Nationals MP and inescapable political artefact Barnaby Joyce has called for a conditional increase to the Newstart welfare payment, breaking with the Coalition’s stance on an issue impacting thousands of young Aussies.
Speaking to The Australian, the one-time Nationals leader and deputy prime minister said “Newstart is a hard life” for recipients living in rural communities.
Joyce said the payment, which has not been increased in real terms in 25 years, should be adjusted to reflect the power prices and a lack of public infrastructure away from major cities.
“If someone’s on Newstart in a town like Woolbrook, it’s going to cost you $50 to go to Tamworth to do the groceries or go to a job interview,” the New England representative said.

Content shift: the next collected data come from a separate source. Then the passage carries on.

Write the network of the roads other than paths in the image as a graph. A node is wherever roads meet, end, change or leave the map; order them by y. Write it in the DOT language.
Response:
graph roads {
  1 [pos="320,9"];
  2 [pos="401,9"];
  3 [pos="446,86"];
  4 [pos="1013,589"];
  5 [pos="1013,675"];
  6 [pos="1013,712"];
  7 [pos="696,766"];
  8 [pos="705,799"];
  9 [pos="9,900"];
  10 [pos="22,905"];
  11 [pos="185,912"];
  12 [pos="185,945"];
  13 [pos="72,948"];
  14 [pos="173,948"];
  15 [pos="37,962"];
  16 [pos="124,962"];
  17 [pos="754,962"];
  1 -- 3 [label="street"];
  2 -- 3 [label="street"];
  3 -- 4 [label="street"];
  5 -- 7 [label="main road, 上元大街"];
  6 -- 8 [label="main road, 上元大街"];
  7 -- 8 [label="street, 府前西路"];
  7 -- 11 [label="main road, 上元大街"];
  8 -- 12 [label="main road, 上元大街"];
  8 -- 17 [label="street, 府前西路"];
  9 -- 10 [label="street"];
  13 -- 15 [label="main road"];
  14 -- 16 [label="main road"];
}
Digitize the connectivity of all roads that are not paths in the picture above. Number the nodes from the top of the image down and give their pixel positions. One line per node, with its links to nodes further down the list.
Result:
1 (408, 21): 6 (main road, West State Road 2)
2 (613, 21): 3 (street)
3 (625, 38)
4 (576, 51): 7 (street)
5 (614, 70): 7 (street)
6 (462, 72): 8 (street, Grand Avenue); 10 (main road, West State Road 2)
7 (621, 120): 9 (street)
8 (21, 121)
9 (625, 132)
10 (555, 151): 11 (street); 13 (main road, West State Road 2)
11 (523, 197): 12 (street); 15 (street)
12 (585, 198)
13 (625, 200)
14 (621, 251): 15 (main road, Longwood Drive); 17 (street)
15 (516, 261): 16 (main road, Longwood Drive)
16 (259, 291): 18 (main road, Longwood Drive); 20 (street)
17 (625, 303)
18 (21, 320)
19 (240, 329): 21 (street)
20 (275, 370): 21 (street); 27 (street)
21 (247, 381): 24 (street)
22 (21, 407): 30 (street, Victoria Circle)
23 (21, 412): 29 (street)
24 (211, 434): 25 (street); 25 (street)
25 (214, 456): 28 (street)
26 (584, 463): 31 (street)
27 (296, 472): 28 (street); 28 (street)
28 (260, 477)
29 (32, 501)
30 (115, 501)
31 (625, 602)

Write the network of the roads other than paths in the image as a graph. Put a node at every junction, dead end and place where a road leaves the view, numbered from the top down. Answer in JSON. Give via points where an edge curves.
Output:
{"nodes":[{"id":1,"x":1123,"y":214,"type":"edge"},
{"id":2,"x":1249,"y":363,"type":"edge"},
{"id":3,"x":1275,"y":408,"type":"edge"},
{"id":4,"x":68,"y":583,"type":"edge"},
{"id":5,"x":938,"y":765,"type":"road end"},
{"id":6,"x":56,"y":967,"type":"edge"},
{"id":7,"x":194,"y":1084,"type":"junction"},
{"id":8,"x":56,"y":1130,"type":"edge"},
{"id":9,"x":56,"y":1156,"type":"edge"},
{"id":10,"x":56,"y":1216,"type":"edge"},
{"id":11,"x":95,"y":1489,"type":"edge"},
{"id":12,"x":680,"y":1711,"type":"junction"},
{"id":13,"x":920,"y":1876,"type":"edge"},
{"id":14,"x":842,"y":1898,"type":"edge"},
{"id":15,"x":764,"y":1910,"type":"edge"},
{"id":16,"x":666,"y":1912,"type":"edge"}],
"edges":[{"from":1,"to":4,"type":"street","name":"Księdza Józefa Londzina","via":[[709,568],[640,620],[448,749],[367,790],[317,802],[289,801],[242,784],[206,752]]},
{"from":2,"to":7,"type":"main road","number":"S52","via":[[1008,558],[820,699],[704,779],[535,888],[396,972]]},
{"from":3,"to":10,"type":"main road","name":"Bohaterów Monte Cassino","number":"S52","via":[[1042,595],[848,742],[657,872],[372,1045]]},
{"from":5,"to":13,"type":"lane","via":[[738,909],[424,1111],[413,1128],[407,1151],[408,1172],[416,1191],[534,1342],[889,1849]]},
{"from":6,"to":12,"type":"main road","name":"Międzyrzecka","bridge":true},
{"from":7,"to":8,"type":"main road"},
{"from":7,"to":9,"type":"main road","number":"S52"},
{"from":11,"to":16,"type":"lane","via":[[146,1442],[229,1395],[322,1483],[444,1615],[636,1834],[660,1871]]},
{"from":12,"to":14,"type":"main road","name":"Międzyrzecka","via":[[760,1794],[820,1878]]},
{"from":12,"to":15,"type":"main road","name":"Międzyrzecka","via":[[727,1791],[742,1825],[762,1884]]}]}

The Newstart payment, which entitles single jobseekers to $555.70 a fortnight, has long been criticised for leaving recipients in a state of financial turmoil. While the payment has essentially remained static for 25 years, it has been far outpaced by the rising cost of rent and utilities across the nation.
There are some caveats. Joyce’s comments seemed to reflect the idea that the payment should be indexed based on the geographical location of its recipients, and maintained tHe BeSt FoRm Of WeLfAre is just to go and GeT a JoB.
Still, the Australian Council of Social Services today broadly supported Joyce’s stance, adding that financial hardships are faced by Newstart recipients across the country.
“For people living in regional areas, often job searching requires access to a car and fuel,” said acting CEO Jacqui Phillips.
“For those in more urban areas, rent is even more expensive and there are public transport costs, on top of food, energy and other bills.”
Joyce joins Liberals Arthur Sinodinos and Matt Canavan in suggesting a lift to the payment, but the suggestion isn’t widely supported in the Coalition.
Before the May federal election, Nationals leader Michael McCormack said the payment should only be revisited “when we get better economic conditions as we put in more budget surpluses”.
After taking a Newstart ‘review’ platform to their election loss, some Labor Party backbenchers have again called for the rate to be jacked up by $75 a week – a stance wholly backed by the Greens.